I have a question and here it is :

[(1/e^x)-1] / [(1/e^x)+1]

why this equal -1 ?? when X →±∞I would appreciate it if you explain it for me on a paper after you capture it by your camera.

 

[Infrared]

Are you sure the answer is 1? The limit should be -1.

 

[YYaaSSeeRR]

sorry I forgot to put the - , yea it does equal -1 but why?

 

[Infrared]

What is [tex] \lim_{x\rightarrow \infty} {e^{-x}-1}?[/tex]
[tex]\lim_{x\rightarrow \infty} {e^{-x}+1} ?[/tex] Just divide these two answers.

 

[micromass]

What is [tex] \lim_{x\rightarrow \pm\infty} {e^{-x}-1}?[/tex]
[tex]\lim_{x\rightarrow \pm\infty} {e^{-x}+1} ?[/tex] Just divide these two answers.

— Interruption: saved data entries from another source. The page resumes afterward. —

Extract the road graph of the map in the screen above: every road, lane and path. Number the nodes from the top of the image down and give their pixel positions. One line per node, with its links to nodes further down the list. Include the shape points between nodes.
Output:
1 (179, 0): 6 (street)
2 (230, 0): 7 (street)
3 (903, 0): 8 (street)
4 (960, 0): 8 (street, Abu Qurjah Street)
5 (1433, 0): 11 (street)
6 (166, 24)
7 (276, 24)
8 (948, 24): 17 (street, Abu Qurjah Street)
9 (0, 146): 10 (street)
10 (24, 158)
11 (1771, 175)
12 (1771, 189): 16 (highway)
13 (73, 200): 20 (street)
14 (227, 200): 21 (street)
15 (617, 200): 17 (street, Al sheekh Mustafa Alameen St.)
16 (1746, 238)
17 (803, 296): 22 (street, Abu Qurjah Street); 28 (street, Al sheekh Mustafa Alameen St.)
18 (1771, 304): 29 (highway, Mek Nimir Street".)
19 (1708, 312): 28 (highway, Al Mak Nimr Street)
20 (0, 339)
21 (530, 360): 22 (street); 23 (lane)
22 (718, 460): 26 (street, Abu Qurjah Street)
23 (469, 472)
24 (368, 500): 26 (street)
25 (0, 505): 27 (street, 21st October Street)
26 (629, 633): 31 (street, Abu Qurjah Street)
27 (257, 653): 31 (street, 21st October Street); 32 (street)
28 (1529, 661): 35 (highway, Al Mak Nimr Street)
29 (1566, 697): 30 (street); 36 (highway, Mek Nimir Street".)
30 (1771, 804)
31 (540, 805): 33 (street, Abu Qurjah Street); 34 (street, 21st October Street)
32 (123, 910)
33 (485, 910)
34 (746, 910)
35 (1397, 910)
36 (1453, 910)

That only works for the limit to ##+\infty##.

 

[YYaaSSeeRR]

That only works for the limit to ##+\infty##.

yes and that drives me crazy

 

[Infrared]

That only works for the limit to ##+\infty##.

Thanks, fixed.

For negative x, multiply the numerator and denominator by [itex] e^x [/itex]

 

[YYaaSSeeRR]

so what about when x→-∞ ?

 

[micromass]

so what about when x→-∞ ?

First things first. Do you understand the limit when ##x\rightarrow +\infty##?

 

[YYaaSSeeRR]

First things first. Do you understand the limit when ##x\rightarrow +\infty##?

yes I do.

 

[micromass]

yes I do.

Cool. For the other limit, you'll need to follow the hint in #7.

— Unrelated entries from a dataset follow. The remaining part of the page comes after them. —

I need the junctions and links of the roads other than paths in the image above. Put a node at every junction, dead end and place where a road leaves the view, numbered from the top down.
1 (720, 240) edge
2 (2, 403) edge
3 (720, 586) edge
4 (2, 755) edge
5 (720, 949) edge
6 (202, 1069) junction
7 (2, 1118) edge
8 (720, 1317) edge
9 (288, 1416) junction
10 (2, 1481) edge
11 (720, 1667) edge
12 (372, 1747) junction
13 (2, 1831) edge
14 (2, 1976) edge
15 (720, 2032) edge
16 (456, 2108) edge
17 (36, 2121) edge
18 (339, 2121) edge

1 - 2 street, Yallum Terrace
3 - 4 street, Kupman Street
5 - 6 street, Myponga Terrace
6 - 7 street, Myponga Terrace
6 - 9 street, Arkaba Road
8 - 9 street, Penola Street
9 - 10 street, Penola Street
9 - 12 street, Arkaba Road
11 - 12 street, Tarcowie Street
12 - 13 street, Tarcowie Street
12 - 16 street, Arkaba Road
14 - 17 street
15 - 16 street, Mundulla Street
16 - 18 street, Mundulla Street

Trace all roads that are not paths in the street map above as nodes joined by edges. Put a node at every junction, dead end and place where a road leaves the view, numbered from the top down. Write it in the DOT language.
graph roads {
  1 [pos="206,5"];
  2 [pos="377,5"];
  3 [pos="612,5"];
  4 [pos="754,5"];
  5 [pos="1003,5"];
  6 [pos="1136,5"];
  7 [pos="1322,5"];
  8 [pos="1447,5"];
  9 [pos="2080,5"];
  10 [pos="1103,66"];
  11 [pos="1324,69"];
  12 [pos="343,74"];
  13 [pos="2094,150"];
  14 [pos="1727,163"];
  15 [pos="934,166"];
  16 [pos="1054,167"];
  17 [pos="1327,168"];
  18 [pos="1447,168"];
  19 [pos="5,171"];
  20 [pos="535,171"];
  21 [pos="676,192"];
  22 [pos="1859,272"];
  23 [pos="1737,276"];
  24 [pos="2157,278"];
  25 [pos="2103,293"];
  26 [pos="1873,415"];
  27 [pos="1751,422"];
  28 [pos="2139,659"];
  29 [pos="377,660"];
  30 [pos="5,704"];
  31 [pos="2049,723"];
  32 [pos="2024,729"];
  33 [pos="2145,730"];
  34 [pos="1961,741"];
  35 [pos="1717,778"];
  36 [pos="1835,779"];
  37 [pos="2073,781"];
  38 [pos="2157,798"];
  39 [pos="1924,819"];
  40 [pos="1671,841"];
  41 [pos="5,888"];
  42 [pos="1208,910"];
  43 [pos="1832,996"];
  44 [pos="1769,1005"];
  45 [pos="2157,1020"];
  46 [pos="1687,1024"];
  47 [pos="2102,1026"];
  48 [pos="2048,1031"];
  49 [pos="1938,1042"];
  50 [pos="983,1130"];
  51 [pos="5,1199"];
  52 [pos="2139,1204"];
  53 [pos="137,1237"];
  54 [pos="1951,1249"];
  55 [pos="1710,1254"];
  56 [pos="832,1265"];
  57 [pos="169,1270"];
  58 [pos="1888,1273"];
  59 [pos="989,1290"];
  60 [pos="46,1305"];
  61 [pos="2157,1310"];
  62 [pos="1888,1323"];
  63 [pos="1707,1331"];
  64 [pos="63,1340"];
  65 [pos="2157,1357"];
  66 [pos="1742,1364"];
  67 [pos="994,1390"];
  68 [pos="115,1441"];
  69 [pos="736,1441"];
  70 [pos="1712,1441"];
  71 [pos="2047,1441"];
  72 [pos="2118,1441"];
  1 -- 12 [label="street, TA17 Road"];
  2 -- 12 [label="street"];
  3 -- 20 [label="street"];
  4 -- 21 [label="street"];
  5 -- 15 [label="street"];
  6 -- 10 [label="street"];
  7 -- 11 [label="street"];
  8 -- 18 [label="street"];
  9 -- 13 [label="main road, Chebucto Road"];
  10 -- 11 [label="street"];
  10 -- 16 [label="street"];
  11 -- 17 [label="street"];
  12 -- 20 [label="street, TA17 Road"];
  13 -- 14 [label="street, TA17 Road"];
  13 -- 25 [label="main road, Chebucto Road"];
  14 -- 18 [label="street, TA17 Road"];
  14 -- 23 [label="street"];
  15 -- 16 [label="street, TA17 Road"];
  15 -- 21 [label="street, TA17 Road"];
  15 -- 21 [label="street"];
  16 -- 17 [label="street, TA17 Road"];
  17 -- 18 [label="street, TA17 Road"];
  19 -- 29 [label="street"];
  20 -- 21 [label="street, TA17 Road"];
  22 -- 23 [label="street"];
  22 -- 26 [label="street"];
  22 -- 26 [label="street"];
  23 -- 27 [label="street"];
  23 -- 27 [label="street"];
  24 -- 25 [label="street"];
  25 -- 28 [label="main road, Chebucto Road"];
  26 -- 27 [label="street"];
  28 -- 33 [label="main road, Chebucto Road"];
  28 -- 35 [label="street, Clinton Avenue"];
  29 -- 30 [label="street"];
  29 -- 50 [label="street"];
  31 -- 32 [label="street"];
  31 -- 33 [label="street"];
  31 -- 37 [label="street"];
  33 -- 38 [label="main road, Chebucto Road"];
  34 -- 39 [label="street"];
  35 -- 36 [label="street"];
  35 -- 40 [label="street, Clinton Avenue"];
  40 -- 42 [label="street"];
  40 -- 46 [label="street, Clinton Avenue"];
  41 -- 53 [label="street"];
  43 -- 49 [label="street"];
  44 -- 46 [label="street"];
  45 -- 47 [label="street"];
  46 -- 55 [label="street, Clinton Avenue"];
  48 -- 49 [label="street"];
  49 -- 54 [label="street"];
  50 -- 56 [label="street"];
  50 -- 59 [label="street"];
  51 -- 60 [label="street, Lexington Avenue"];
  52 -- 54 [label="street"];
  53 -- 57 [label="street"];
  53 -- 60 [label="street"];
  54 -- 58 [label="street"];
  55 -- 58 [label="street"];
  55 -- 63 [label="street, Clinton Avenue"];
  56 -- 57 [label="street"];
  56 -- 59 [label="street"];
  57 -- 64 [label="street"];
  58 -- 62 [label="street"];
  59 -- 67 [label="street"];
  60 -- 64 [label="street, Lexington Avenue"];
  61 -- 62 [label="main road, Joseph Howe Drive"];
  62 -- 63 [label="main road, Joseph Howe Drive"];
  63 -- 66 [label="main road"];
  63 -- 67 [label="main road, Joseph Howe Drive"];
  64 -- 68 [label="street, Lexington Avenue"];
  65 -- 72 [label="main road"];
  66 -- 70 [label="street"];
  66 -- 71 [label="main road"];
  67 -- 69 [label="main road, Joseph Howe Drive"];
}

The answer won't be -1, by the way.

 

[YYaaSSeeRR]

For negative x, multiply the numerator and denominator by ex

I have not seen this after the modification :)
thanks a lot ,this problem forced me to throw the book away.

 

[micromass]

I have not seen this after the modification :)



thanks a lot ,this problem forced me to throw the book away.

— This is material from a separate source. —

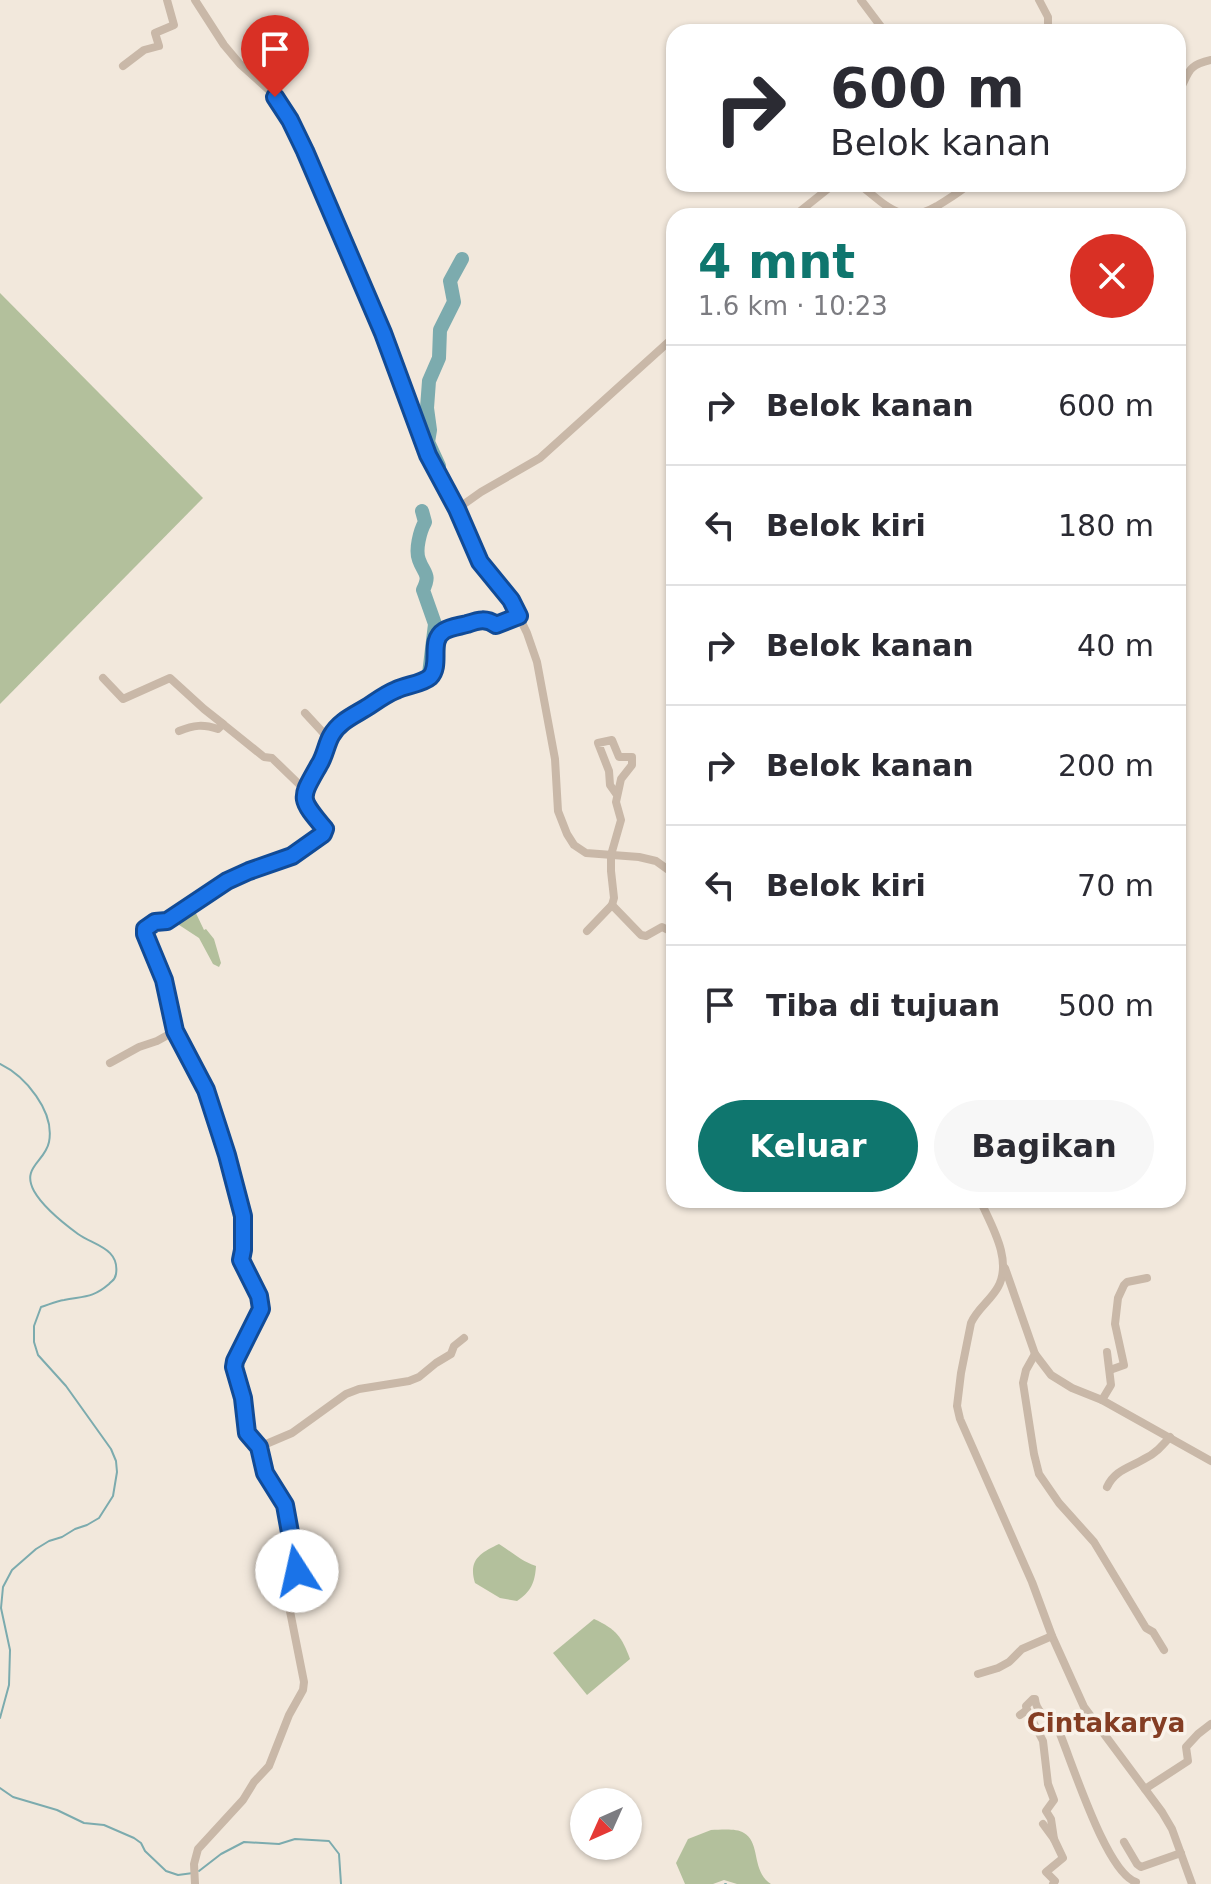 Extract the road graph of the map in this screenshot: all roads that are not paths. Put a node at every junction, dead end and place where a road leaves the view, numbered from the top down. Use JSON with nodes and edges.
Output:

So you found the right answer??

Also: you might want to post this in "calculus and beyond" next time

 

[YYaaSSeeRR]

So you found the right answer??

Also: you might want to post this in "calculus and beyond" next time

yes I got the right answer.

you must see teachers here in Syria ,they drive you crazy.
can't wait till I graduate high school and arrive to the US.

 

[YYaaSSeeRR]

actually when I followed hint #7 the answer wasn't -1 ,so Micromass what is the right answer?

 

[ChaseRLewis]

(e^-x - 1) / (e^-x +1)

Multiply num and denom by e^x

(1 - e^x) / (1 + e^x)

so you if you got positive 1 with negative infinite that makes sense as that reduces to
1/1 = 1

 

[YYaaSSeeRR]

(e^-x - 1) / (e^-x +1)

Multiply num and denom by e^x

(1 - e^x) / (1 + e^x)

so you if you got positive 1 with negative infinite that makes sense as that reduces to
1/1 = 1

(1 - e^x) / (1 + e^x) when x→-∞

yea it does equal 1 , but in my textbook when x→-∞ the equation (e^-x - 1) / (e^-x +1) equal -1 and that make no sense for me.

 

[micromass]

If your textbook says the answer is -1, then your textbook is wrong. The answer is 1.

 

[HallsofIvy]

Are we still talking about "[(1/e^x)-1] / [(1/e^x)+1]" as x goes to infinity? For very large x, 1/e^x is very close to 0 so the fraction is close to -1/1= -1.

(Oh, I see. The original post said "as [itex]x \to \pm\infty[/itex]" and the limit as x goes to negative infinity is 1.)

 

[micromass]

Are we still talking about "[(1/e^x)-1] / [(1/e^x)+1]" as x goes to infinity? For very large x, 1/e^x is very close to 0 so the fraction is close to -1/1= -1.

No, we're talking about the limit to ##-\infty##.